一般地,统一存储器506,输入存储器501,权重存储器502以及取指存储器509均可以为片上(on-chip)存储器。NPU的外部存储器可以为该NPU外部的存储器,该外部存储器可以为双倍数据率同步动态随机存储器(double data rate synchronous dynamic random access memory,DDR SDRAM)、高带宽存储器(high bandwidth memory,HBM)或其他可读可写的存储器。
下面结合附图对本申请实施例的语句复述方法进行详细介绍。本申请实施例的语句复述方法可以由图1中的数据处理设备、图2中的用户设备、图3中的执行设备210以及图4中的执行设备110等设备执行,图4中的执行设备110可以包括图5所示的芯片。

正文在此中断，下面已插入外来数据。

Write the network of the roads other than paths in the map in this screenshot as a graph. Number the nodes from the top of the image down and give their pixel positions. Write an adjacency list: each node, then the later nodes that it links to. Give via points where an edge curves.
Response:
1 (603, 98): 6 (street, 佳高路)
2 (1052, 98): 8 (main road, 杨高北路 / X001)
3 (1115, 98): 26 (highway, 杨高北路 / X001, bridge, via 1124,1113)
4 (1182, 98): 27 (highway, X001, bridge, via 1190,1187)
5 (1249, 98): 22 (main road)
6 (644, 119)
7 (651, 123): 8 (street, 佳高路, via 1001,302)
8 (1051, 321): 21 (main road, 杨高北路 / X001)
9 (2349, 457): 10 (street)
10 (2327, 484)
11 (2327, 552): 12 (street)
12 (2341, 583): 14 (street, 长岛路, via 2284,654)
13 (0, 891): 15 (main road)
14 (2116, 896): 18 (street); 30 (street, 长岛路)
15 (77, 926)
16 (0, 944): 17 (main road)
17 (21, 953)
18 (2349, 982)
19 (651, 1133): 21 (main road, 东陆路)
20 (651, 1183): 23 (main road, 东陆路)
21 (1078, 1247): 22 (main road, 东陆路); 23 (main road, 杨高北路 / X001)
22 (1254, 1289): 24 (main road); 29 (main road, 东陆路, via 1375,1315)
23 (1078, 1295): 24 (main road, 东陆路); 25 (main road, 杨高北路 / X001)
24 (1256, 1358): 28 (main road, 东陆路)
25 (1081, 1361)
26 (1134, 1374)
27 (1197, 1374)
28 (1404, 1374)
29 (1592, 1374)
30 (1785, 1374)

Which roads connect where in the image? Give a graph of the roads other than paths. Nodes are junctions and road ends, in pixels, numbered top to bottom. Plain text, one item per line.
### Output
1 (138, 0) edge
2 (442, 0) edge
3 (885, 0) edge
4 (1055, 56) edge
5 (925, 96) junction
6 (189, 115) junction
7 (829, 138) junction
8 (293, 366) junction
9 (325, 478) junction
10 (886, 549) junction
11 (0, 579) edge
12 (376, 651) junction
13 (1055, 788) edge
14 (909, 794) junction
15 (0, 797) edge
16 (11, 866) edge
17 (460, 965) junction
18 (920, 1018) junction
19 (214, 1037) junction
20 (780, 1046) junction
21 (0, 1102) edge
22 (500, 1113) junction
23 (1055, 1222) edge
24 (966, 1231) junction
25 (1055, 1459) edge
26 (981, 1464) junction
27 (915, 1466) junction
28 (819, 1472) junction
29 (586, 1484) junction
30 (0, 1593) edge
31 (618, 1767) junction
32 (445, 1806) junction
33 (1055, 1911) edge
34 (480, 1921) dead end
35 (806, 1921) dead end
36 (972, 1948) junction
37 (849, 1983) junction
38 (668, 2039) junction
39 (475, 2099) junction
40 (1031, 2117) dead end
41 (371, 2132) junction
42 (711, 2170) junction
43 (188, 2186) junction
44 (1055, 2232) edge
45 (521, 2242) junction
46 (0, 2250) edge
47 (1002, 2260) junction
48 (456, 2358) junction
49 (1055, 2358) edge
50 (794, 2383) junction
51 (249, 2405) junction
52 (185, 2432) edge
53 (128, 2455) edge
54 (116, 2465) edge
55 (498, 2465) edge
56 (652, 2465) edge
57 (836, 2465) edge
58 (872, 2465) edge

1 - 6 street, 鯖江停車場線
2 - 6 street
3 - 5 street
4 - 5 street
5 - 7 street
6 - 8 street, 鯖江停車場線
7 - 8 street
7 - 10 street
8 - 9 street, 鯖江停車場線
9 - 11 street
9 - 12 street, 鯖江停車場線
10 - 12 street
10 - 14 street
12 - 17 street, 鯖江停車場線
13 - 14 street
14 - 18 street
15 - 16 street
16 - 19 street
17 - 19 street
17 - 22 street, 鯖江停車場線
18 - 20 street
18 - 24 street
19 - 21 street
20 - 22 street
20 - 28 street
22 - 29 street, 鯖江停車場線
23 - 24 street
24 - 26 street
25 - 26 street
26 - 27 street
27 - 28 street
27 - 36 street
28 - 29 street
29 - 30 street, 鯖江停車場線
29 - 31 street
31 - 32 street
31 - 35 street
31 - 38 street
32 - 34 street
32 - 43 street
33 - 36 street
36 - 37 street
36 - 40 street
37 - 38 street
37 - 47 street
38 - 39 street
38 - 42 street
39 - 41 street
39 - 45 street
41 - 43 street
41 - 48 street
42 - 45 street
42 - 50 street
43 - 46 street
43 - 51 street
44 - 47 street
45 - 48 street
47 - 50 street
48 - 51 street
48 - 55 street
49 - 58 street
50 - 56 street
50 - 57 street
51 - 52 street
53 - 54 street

本申请实施例提供的语句复述方法可以在服务器上被执行,也可以在云端被执行,还可以在终端设备上被执行。以终端设备为例,如图6所示,本申请实施例的技术方案可以应用于终端设备,本申请实施例中的语句复述方法可以对输入语句进行复述,得到该输入语句的复述语句。该终端设备可以为移动的或固定的,例如该终端设备可以是具有自然语言处理功能的移动电话、平板个人电脑(tablet personal computer,TPC)、媒体播放器、 智能电视、笔记本电脑(laptop computer,LC)、个人数字助理(personal digital assistant,PDA)、个人计算机(personal computer,PC)、照相机、摄像机、智能手表、可穿戴式设备(wearable device,WD)或者自动驾驶的车辆等,本申请实施例对此不作限定。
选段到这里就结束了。